A entrada de novos funcionários em serviços e organismos públicos será conduzida pela Direção-Geral da Qualificação dos Trabalhadores em Funções Públicas.
O Governo quer que a entrada de novos funcionários públicos no Estado passe a ser feita de forma centralizada, para poupar dinheiro, controlar as entradas e agilizar o processo de recrutamento, avança o Público, esta sexta-feira. A medida, que consta da nova portaria que regulamenta os concursos na Administração Pública, será discutida, esta sexta-feira, com os sindicatos.
Depois de identificadas as necessidades de pessoal pelos serviços e organismos públicos, o Executivo pretende que os concursos sejam conduzidos pela Direção-Geral da Qualificação dos Trabalhadores em Funções Públicas (denominada INA) de forma centralizada, em detrimento de concursos autónomos conduzidos por cada um dos serviços.

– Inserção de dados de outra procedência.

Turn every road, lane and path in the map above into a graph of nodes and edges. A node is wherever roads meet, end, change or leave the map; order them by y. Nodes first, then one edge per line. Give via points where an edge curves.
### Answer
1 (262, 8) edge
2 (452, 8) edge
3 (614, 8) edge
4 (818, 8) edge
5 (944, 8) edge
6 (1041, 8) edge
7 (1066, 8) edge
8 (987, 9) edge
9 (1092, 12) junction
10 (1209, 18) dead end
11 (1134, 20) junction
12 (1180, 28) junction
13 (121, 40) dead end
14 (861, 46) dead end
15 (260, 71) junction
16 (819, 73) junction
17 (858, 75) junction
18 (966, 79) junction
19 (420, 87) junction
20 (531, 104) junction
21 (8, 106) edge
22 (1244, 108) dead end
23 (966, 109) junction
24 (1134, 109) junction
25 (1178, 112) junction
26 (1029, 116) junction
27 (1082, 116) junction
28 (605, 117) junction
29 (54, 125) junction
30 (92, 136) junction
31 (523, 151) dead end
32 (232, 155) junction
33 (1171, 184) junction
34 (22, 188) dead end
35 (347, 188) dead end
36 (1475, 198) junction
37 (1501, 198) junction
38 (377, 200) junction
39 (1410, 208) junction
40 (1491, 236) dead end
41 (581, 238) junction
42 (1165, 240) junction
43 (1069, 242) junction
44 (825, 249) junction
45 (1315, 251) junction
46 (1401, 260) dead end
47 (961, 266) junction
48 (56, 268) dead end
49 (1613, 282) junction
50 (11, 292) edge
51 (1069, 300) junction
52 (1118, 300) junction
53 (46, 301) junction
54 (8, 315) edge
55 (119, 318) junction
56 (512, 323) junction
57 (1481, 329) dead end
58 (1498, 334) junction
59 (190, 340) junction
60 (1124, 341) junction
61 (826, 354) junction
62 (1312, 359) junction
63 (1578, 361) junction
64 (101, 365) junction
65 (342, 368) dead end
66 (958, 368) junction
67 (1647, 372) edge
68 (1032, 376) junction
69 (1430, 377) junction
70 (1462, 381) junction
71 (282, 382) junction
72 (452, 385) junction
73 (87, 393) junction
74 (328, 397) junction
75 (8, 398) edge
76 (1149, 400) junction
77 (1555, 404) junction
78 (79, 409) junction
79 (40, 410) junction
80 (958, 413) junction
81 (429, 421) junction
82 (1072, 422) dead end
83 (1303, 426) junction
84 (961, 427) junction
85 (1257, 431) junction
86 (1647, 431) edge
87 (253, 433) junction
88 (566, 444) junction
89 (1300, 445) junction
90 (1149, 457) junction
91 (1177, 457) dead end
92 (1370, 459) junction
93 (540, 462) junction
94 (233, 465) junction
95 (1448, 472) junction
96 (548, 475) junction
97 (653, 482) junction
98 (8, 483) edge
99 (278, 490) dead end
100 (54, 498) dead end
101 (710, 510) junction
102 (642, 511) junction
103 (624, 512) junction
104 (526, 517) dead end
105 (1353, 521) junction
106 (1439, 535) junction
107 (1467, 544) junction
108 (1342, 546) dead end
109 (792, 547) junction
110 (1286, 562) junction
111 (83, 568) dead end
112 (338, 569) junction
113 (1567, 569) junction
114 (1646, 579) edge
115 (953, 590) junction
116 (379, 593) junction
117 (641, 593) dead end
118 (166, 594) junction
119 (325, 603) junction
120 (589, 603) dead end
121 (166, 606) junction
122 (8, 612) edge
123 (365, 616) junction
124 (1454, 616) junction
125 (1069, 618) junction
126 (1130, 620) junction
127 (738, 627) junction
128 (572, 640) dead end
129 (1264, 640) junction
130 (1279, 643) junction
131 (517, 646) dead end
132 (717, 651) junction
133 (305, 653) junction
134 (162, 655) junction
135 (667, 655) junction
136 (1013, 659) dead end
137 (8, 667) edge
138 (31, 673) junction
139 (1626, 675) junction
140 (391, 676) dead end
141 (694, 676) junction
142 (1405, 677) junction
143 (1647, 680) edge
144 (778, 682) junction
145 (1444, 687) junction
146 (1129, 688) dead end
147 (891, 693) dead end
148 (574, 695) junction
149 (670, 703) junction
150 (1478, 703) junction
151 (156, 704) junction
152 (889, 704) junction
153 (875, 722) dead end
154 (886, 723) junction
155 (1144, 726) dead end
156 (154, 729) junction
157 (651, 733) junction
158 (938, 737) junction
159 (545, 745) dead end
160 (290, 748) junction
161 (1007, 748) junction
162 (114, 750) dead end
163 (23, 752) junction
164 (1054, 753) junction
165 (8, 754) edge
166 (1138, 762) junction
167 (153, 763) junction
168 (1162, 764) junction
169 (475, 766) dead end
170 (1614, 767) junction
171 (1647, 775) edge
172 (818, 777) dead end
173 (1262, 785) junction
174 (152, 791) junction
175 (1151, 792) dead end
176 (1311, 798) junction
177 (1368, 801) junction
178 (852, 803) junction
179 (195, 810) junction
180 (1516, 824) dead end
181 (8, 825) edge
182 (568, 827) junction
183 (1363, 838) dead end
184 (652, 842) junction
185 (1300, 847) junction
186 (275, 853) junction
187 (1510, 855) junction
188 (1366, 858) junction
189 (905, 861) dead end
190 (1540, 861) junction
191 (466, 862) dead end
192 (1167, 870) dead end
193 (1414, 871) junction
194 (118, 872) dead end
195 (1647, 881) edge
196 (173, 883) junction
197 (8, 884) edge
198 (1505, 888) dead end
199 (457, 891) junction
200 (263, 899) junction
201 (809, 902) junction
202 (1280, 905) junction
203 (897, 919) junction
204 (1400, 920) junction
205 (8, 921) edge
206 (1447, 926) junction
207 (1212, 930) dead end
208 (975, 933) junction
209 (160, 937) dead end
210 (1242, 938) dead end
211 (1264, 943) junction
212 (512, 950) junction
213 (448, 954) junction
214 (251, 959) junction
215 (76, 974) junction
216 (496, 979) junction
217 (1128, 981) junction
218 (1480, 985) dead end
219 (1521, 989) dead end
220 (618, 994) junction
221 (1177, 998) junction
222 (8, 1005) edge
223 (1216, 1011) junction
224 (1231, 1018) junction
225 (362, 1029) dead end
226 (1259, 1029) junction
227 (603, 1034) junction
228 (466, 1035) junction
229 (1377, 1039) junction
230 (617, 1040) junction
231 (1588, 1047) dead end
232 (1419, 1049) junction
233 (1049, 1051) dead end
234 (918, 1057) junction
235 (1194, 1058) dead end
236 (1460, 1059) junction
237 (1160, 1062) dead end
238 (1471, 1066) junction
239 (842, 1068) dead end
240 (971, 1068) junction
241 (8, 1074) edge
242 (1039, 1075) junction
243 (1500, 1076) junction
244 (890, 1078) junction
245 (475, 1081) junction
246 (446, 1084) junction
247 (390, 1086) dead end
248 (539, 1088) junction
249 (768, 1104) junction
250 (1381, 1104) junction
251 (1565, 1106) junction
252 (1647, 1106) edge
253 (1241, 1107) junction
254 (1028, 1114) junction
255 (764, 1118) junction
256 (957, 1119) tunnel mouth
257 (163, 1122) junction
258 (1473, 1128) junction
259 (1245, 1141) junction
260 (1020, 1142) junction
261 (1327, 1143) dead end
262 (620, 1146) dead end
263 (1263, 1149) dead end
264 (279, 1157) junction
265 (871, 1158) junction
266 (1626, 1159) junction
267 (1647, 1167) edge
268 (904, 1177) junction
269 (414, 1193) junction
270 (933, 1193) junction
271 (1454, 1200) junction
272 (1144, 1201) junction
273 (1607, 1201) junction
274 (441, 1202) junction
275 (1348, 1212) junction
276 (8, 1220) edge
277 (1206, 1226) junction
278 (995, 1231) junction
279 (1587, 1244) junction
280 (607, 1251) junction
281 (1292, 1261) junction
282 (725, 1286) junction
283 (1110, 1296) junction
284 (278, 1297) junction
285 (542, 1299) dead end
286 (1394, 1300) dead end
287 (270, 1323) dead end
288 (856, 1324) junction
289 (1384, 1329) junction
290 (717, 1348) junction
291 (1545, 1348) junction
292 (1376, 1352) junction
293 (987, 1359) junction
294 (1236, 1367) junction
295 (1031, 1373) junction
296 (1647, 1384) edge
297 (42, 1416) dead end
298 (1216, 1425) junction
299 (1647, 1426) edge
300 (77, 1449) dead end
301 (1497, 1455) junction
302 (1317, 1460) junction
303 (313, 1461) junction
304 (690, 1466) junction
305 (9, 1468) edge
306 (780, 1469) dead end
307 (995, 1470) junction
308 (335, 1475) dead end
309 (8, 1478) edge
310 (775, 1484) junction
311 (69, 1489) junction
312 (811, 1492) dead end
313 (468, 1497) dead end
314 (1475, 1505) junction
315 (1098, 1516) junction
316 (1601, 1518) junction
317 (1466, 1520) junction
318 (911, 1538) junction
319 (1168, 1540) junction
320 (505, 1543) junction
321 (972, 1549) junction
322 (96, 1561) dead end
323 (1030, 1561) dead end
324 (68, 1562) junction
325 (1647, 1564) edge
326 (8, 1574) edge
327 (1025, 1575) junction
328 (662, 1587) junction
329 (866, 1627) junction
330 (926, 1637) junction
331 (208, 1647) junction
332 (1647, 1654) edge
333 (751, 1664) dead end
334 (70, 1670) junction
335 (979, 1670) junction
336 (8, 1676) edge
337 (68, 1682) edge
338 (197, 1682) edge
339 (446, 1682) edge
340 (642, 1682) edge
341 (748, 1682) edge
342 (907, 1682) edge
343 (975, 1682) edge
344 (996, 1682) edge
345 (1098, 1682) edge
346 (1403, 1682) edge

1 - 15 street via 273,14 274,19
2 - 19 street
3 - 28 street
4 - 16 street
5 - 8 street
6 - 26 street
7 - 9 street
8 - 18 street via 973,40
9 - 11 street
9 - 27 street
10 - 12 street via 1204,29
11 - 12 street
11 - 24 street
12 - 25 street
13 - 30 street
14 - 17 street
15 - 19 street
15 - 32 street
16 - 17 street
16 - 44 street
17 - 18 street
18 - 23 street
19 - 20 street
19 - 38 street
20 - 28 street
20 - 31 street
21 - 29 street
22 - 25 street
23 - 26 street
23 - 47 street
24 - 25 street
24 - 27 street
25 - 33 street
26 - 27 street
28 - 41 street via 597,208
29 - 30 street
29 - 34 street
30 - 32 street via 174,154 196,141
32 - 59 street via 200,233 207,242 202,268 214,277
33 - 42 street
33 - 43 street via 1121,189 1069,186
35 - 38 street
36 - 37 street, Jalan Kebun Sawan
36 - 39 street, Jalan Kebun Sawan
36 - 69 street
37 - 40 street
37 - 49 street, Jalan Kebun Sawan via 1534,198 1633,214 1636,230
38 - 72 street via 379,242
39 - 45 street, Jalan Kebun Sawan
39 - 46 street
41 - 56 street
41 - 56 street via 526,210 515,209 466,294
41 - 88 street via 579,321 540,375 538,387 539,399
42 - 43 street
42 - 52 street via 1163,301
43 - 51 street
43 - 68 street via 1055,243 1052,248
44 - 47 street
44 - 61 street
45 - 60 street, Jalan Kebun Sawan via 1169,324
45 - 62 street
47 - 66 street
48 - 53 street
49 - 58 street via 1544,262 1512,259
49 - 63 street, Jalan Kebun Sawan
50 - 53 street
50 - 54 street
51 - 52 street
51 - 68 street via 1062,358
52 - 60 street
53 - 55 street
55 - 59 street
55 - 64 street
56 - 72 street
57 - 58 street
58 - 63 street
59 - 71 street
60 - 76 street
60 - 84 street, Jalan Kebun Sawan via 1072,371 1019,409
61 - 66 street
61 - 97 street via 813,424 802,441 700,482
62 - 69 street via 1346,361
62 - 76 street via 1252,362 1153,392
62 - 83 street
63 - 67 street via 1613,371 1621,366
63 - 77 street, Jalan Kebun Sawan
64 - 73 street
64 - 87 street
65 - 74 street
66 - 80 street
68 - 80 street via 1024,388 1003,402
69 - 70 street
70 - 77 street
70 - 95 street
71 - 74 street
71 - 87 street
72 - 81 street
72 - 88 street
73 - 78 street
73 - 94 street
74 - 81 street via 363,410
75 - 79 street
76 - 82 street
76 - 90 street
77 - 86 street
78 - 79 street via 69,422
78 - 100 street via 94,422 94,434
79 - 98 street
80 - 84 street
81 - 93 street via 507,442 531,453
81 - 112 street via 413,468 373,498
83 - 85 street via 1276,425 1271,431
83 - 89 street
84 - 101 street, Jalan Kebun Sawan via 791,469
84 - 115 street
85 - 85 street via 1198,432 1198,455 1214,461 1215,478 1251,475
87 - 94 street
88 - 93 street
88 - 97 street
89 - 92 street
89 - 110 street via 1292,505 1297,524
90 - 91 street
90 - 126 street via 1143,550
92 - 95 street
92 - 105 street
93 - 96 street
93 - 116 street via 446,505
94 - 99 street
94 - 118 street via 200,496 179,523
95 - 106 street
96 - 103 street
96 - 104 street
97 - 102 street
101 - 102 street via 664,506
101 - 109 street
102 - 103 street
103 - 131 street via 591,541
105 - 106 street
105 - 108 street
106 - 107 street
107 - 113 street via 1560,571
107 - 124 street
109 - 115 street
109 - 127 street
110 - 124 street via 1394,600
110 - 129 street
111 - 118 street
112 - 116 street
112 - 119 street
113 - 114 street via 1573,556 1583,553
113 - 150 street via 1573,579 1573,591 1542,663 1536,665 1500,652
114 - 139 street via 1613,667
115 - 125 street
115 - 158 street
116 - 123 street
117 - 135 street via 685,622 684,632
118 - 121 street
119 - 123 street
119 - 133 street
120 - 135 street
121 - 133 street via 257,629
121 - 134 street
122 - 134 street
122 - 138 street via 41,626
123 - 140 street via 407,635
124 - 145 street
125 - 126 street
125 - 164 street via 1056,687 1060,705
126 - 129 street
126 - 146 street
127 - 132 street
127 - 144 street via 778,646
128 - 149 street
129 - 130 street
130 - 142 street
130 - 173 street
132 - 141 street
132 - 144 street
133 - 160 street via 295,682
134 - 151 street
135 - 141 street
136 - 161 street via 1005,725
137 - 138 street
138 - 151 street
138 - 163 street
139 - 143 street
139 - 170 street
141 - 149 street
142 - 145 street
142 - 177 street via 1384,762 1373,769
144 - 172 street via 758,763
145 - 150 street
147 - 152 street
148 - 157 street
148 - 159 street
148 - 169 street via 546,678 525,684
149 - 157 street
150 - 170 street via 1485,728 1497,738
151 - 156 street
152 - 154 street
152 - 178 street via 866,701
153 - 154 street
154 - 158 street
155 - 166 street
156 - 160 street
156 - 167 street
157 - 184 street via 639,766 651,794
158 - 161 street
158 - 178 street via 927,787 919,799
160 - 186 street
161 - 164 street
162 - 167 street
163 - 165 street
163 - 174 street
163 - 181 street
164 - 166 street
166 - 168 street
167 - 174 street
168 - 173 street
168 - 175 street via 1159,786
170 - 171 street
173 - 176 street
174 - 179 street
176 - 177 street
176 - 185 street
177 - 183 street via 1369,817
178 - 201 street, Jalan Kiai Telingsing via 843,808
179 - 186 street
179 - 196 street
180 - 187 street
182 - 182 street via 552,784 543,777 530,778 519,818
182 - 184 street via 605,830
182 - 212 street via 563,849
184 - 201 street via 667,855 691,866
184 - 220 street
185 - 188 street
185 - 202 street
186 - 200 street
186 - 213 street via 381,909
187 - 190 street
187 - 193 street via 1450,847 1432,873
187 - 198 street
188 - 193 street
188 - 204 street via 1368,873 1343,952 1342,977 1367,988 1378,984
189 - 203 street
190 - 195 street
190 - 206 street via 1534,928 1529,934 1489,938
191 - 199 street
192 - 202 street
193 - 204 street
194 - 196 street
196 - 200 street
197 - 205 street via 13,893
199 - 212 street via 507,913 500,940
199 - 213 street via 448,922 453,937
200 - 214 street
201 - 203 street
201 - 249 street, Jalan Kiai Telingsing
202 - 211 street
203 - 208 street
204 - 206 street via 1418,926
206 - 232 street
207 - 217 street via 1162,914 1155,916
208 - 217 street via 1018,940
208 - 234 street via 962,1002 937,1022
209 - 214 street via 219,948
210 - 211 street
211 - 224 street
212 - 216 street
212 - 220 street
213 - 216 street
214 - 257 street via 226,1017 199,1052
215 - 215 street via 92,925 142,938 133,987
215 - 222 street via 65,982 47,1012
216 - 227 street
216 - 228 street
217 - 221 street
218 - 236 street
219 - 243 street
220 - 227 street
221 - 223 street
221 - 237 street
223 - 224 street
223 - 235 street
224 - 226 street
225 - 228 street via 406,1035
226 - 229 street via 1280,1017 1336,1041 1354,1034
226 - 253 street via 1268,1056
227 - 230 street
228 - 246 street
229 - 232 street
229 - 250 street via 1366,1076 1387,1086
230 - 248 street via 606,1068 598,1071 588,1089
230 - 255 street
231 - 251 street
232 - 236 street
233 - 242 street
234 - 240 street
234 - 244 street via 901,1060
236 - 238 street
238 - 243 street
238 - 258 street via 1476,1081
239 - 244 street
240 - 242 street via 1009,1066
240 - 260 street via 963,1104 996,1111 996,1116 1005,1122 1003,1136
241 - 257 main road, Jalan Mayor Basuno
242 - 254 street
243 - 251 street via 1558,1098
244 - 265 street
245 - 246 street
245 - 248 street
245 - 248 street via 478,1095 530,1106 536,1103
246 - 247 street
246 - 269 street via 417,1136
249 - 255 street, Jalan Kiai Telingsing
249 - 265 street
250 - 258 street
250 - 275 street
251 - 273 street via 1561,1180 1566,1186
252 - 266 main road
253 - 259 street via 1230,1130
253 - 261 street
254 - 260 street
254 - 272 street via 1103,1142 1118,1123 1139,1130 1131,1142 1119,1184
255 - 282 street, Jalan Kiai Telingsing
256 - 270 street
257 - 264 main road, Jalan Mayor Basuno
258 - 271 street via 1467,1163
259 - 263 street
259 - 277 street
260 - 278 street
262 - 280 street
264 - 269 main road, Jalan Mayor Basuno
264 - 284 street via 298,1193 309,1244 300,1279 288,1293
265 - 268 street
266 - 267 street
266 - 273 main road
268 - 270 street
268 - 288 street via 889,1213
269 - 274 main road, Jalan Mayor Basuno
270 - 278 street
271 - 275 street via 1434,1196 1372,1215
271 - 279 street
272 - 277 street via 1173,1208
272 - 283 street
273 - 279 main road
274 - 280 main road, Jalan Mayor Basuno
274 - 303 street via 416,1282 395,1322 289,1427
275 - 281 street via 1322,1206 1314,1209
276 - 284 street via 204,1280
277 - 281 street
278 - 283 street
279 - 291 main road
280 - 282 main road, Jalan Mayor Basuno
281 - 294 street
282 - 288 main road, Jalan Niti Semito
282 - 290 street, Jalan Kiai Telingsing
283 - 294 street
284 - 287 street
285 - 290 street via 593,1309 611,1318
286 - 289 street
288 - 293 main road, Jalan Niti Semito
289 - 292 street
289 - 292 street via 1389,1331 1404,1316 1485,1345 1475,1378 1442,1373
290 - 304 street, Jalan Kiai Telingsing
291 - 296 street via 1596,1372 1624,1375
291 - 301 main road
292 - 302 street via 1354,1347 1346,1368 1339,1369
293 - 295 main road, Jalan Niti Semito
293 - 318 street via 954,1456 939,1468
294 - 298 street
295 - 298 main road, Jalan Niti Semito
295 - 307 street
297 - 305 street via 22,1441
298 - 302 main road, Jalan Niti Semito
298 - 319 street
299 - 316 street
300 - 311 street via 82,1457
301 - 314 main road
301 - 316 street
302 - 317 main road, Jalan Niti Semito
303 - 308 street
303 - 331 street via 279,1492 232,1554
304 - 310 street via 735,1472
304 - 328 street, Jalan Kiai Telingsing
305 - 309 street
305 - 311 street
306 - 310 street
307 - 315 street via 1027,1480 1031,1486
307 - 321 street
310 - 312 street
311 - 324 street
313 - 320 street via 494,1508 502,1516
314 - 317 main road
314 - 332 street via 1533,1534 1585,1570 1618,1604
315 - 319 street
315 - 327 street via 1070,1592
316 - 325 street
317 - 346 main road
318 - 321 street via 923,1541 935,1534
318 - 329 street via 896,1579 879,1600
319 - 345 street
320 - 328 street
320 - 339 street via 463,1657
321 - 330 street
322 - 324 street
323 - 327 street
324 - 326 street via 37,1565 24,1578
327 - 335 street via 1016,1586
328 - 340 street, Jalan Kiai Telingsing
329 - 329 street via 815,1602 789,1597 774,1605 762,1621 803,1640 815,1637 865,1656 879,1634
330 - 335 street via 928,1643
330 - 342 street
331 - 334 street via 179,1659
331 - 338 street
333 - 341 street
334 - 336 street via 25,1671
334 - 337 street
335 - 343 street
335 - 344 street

De acordo com o Público, o diploma enviado aos sindicatos prevê três tipos de concursos. Os concursos comuns, que pressupõem a ocupação imediata dos postos de trabalho vagos em determinado serviço, os concursos para constituir reservas de recrutamento num dado empregador público e o recrutamento centralizado, que pretende satisfazer as necessidades de um conjunto de empregadores públicos.
A nova portaria que regulamenta os concursos na Administração Pública prevê, explicitamente, que o ministro das Finanças pode, por despacho, determinar o recrutamento centralizado de trabalhadores para fazer face às necessidades identificadas no Mapa Anual de Recrutamentos Autorizados (MARA) nos vários serviços do Estado.